The difficulties discussed above may be overcome in part by selecting access points in the telecommunications system from which to obtain the various components of the call content, namely, the intercept subject's transmitted call content and the call content received (or that could be received) by the intercept subject from other parties to a call. Since the call content transmitted and received by the intercept subject must pass through some point in the telecommunications system, any point within the system will suffice for access to that component, provided that it passes through that point irrespective of any reconfiguration of the bearer path. Another criteria is that the device be capable of receiving and responding to instructions from the soft switch. One type of device where a call component may be obtained is a network device controlled by a soft switch, at or near the periphery of the network where the call content enters or passes into the network. Examples of network devices include access gateways, media gateways, network edge devices, trunk gateways, and border elements, although this list is not exclusive.
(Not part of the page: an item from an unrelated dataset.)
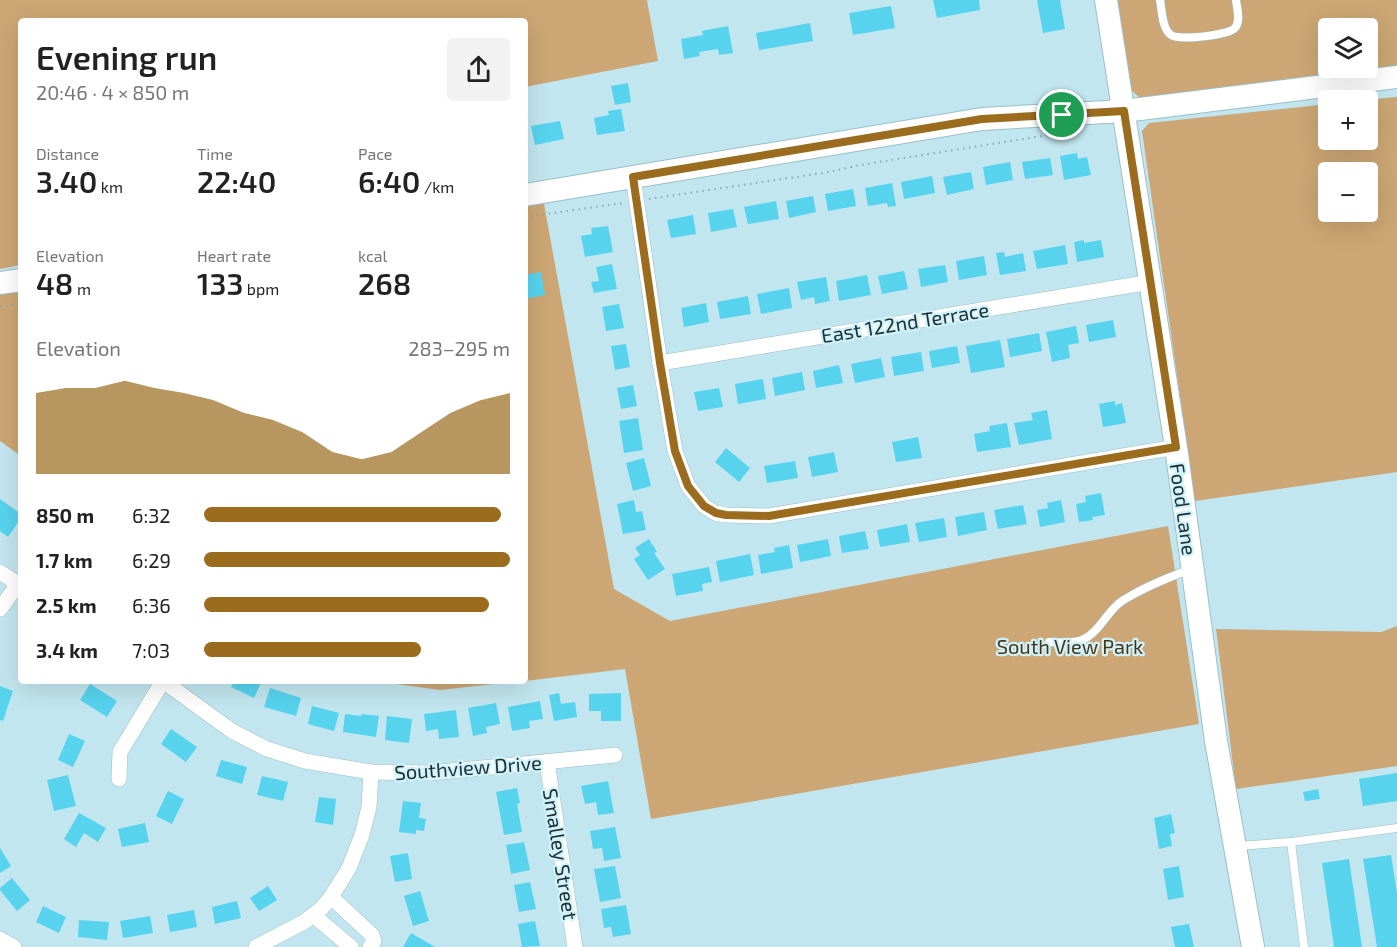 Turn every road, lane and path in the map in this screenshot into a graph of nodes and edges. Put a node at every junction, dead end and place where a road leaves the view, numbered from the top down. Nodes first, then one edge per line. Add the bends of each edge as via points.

In some telecommunications systems, however, there is no convenient network device such as a gateway that will provide an access point for an unobtrusive interception. Rather, the subscriber or participant connects directly to the network through an access device on its premises and therefore interception of call content at such points might be detected by the intercept subject. In such a case, a soft switch-controlled network device through which a subscriber connects, such as an ATM switch, an edge router, or another border element, may provide a point for interception of a call content component.